Material provided Block Start
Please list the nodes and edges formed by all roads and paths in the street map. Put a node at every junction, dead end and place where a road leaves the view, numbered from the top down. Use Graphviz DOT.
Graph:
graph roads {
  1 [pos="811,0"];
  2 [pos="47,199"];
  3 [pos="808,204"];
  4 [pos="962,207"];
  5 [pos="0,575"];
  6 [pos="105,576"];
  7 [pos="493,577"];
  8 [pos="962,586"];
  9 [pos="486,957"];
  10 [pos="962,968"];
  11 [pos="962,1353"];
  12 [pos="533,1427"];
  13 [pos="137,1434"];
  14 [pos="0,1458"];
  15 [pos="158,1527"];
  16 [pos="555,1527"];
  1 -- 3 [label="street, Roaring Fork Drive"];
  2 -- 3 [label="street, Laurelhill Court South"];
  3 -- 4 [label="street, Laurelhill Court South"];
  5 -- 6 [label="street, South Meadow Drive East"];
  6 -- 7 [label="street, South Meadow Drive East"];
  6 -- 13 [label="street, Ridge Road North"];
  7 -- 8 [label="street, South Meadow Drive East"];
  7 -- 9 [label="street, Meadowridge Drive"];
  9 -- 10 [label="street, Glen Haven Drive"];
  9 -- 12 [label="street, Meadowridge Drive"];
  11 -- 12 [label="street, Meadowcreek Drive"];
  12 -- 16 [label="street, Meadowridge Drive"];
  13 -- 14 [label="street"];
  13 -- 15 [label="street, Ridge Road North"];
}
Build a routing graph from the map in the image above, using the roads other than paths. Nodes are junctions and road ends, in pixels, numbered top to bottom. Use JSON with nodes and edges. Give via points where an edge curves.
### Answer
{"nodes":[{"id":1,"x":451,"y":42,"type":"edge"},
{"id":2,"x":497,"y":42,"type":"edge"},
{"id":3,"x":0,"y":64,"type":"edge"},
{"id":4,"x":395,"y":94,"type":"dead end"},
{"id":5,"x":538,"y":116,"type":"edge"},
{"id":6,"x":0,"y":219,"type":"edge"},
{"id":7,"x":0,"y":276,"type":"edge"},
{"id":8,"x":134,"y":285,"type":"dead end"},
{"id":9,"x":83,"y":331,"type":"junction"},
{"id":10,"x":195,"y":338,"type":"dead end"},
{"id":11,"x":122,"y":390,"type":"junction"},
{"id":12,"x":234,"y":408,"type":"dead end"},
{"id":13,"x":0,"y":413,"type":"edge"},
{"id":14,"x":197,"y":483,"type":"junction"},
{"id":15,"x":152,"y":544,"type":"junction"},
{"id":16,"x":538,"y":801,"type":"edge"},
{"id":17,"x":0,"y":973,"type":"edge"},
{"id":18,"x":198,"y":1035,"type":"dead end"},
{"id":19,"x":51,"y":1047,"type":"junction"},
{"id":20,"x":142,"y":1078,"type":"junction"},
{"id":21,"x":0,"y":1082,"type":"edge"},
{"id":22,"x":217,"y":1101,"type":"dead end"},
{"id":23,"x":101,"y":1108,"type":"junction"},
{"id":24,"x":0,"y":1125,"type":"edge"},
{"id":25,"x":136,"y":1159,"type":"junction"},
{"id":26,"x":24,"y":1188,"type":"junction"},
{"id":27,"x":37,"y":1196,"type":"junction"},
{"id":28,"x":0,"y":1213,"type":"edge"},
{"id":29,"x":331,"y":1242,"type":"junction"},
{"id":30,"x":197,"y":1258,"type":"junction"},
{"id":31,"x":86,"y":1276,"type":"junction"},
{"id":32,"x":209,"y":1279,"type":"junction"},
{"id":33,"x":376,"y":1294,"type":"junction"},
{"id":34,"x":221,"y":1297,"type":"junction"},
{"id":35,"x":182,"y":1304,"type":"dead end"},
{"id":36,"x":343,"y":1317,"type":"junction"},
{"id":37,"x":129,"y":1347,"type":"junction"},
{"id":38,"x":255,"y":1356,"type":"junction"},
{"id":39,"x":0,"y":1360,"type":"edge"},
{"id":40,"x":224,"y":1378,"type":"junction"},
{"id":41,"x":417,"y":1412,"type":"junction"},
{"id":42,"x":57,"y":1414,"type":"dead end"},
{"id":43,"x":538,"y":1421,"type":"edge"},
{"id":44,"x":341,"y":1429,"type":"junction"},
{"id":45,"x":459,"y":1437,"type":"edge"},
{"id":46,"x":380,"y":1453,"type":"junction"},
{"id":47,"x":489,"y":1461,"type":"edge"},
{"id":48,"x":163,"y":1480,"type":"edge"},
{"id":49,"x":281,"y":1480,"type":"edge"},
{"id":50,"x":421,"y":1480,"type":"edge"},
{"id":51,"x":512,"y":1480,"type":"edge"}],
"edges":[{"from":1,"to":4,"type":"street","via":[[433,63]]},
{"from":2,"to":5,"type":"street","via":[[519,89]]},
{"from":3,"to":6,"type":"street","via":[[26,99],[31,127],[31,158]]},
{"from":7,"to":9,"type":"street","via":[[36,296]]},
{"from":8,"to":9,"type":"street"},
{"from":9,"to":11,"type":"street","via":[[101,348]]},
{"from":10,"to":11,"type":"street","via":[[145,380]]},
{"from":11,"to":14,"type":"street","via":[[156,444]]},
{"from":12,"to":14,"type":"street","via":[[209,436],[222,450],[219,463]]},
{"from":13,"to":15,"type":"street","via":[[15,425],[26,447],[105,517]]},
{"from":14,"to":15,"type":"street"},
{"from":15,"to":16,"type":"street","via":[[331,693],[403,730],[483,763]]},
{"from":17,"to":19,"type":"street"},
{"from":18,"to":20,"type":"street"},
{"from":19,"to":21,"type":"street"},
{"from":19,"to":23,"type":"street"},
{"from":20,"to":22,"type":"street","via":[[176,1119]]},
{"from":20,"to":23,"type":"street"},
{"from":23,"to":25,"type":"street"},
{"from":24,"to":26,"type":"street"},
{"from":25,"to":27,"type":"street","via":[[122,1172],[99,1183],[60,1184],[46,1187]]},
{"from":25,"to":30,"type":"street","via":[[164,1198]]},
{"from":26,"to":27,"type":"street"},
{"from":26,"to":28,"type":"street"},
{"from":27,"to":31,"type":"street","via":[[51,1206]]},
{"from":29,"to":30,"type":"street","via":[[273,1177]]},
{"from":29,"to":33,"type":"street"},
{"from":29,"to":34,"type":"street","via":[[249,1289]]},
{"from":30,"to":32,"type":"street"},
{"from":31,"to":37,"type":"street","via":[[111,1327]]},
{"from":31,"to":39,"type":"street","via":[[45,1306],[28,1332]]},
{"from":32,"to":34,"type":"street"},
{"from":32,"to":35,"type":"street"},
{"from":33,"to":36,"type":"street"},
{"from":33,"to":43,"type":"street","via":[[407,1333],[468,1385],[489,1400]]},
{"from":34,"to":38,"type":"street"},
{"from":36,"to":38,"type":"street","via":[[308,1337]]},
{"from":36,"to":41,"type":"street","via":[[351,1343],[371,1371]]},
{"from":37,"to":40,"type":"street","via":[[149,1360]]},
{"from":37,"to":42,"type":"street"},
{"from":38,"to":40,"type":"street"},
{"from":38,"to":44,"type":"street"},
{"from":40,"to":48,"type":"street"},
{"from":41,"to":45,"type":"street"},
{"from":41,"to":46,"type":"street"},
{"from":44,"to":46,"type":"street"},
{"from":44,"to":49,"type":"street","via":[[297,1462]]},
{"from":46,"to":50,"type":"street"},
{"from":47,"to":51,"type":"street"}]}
Material provided Block End
*Work instruction*:
Print out the whole listing, with every line exactly as it appears.

*Output of the task*:
Please list the nodes and edges formed by all roads and paths in the street map. Put a node at every junction, dead end and place where a road leaves the view, numbered from the top down. Use Graphviz DOT.
Graph:
graph roads {
  1 [pos="811,0"];
  2 [pos="47,199"];
  3 [pos="808,204"];
  4 [pos="962,207"];
  5 [pos="0,575"];
  6 [pos="105,576"];
  7 [pos="493,577"];
  8 [pos="962,586"];
  9 [pos="486,957"];
  10 [pos="962,968"];
  11 [pos="962,1353"];
  12 [pos="533,1427"];
  13 [pos="137,1434"];
  14 [pos="0,1458"];
  15 [pos="158,1527"];
  16 [pos="555,1527"];
  1 -- 3 [label="street, Roaring Fork Drive"];
  2 -- 3 [label="street, Laurelhill Court South"];
  3 -- 4 [label="street, Laurelhill Court South"];
  5 -- 6 [label="street, South Meadow Drive East"];
  6 -- 7 [label="street, South Meadow Drive East"];
  6 -- 13 [label="street, Ridge Road North"];
  7 -- 8 [label="street, South Meadow Drive East"];
  7 -- 9 [label="street, Meadowridge Drive"];
  9 -- 10 [label="street, Glen Haven Drive"];
  9 -- 12 [label="street, Meadowridge Drive"];
  11 -- 12 [label="street, Meadowcreek Drive"];
  12 -- 16 [label="street, Meadowridge Drive"];
  13 -- 14 [label="street"];
  13 -- 15 [label="street, Ridge Road North"];
}
Build a routing graph from the map in the image above, using the roads other than paths. Nodes are junctions and road ends, in pixels, numbered top to bottom. Use JSON with nodes and edges. Give via points where an edge curves.
### Answer
{"nodes":[{"id":1,"x":451,"y":42,"type":"edge"},
{"id":2,"x":497,"y":42,"type":"edge"},
{"id":3,"x":0,"y":64,"type":"edge"},
{"id":4,"x":395,"y":94,"type":"dead end"},
{"id":5,"x":538,"y":116,"type":"edge"},
{"id":6,"x":0,"y":219,"type":"edge"},
{"id":7,"x":0,"y":276,"type":"edge"},
{"id":8,"x":134,"y":285,"type":"dead end"},
{"id":9,"x":83,"y":331,"type":"junction"},
{"id":10,"x":195,"y":338,"type":"dead end"},
{"id":11,"x":122,"y":390,"type":"junction"},
{"id":12,"x":234,"y":408,"type":"dead end"},
{"id":13,"x":0,"y":413,"type":"edge"},
{"id":14,"x":197,"y":483,"type":"junction"},
{"id":15,"x":152,"y":544,"type":"junction"},
{"id":16,"x":538,"y":801,"type":"edge"},
{"id":17,"x":0,"y":973,"type":"edge"},
{"id":18,"x":198,"y":1035,"type":"dead end"},
{"id":19,"x":51,"y":1047,"type":"junction"},
{"id":20,"x":142,"y":1078,"type":"junction"},
{"id":21,"x":0,"y":1082,"type":"edge"},
{"id":22,"x":217,"y":1101,"type":"dead end"},
{"id":23,"x":101,"y":1108,"type":"junction"},
{"id":24,"x":0,"y":1125,"type":"edge"},
{"id":25,"x":136,"y":1159,"type":"junction"},
{"id":26,"x":24,"y":1188,"type":"junction"},
{"id":27,"x":37,"y":1196,"type":"junction"},
{"id":28,"x":0,"y":1213,"type":"edge"},
{"id":29,"x":331,"y":1242,"type":"junction"},
{"id":30,"x":197,"y":1258,"type":"junction"},
{"id":31,"x":86,"y":1276,"type":"junction"},
{"id":32,"x":209,"y":1279,"type":"junction"},
{"id":33,"x":376,"y":1294,"type":"junction"},
{"id":34,"x":221,"y":1297,"type":"junction"},
{"id":35,"x":182,"y":1304,"type":"dead end"},
{"id":36,"x":343,"y":1317,"type":"junction"},
{"id":37,"x":129,"y":1347,"type":"junction"},
{"id":38,"x":255,"y":1356,"type":"junction"},
{"id":39,"x":0,"y":1360,"type":"edge"},
{"id":40,"x":224,"y":1378,"type":"junction"},
{"id":41,"x":417,"y":1412,"type":"junction"},
{"id":42,"x":57,"y":1414,"type":"dead end"},
{"id":43,"x":538,"y":1421,"type":"edge"},
{"id":44,"x":341,"y":1429,"type":"junction"},
{"id":45,"x":459,"y":1437,"type":"edge"},
{"id":46,"x":380,"y":1453,"type":"junction"},
{"id":47,"x":489,"y":1461,"type":"edge"},
{"id":48,"x":163,"y":1480,"type":"edge"},
{"id":49,"x":281,"y":1480,"type":"edge"},
{"id":50,"x":421,"y":1480,"type":"edge"},
{"id":51,"x":512,"y":1480,"type":"edge"}],
"edges":[{"from":1,"to":4,"type":"street","via":[[433,63]]},
{"from":2,"to":5,"type":"street","via":[[519,89]]},
{"from":3,"to":6,"type":"street","via":[[26,99],[31,127],[31,158]]},
{"from":7,"to":9,"type":"street","via":[[36,296]]},
{"from":8,"to":9,"type":"street"},
{"from":9,"to":11,"type":"street","via":[[101,348]]},
{"from":10,"to":11,"type":"street","via":[[145,380]]},
{"from":11,"to":14,"type":"street","via":[[156,444]]},
{"from":12,"to":14,"type":"street","via":[[209,436],[222,450],[219,463]]},
{"from":13,"to":15,"type":"street","via":[[15,425],[26,447],[105,517]]},
{"from":14,"to":15,"type":"street"},
{"from":15,"to":16,"type":"street","via":[[331,693],[403,730],[483,763]]},
{"from":17,"to":19,"type":"street"},
{"from":18,"to":20,"type":"street"},
{"from":19,"to":21,"type":"street"},
{"from":19,"to":23,"type":"street"},
{"from":20,"to":22,"type":"street","via":[[176,1119]]},
{"from":20,"to":23,"type":"street"},
{"from":23,"to":25,"type":"street"},
{"from":24,"to":26,"type":"street"},
{"from":25,"to":27,"type":"street","via":[[122,1172],[99,1183],[60,1184],[46,1187]]},
{"from":25,"to":30,"type":"street","via":[[164,1198]]},
{"from":26,"to":27,"type":"street"},
{"from":26,"to":28,"type":"street"},
{"from":27,"to":31,"type":"street","via":[[51,1206]]},
{"from":29,"to":30,"type":"street","via":[[273,1177]]},
{"from":29,"to":33,"type":"street"},
{"from":29,"to":34,"type":"street","via":[[249,1289]]},
{"from":30,"to":32,"type":"street"},
{"from":31,"to":37,"type":"street","via":[[111,1327]]},
{"from":31,"to":39,"type":"street","via":[[45,1306],[28,1332]]},
{"from":32,"to":34,"type":"street"},
{"from":32,"to":35,"type":"street"},
{"from":33,"to":36,"type":"street"},
{"from":33,"to":43,"type":"street","via":[[407,1333],[468,1385],[489,1400]]},
{"from":34,"to":38,"type":"street"},
{"from":36,"to":38,"type":"street","via":[[308,1337]]},
{"from":36,"to":41,"type":"street","via":[[351,1343],[371,1371]]},
{"from":37,"to":40,"type":"street","via":[[149,1360]]},
{"from":37,"to":42,"type":"street"},
{"from":38,"to":40,"type":"street"},
{"from":38,"to":44,"type":"street"},
{"from":40,"to":48,"type":"street"},
{"from":41,"to":45,"type":"street"},
{"from":41,"to":46,"type":"street"},
{"from":44,"to":46,"type":"street"},
{"from":44,"to":49,"type":"street","via":[[297,1462]]},
{"from":46,"to":50,"type":"street"},
{"from":47,"to":51,"type":"street"}]}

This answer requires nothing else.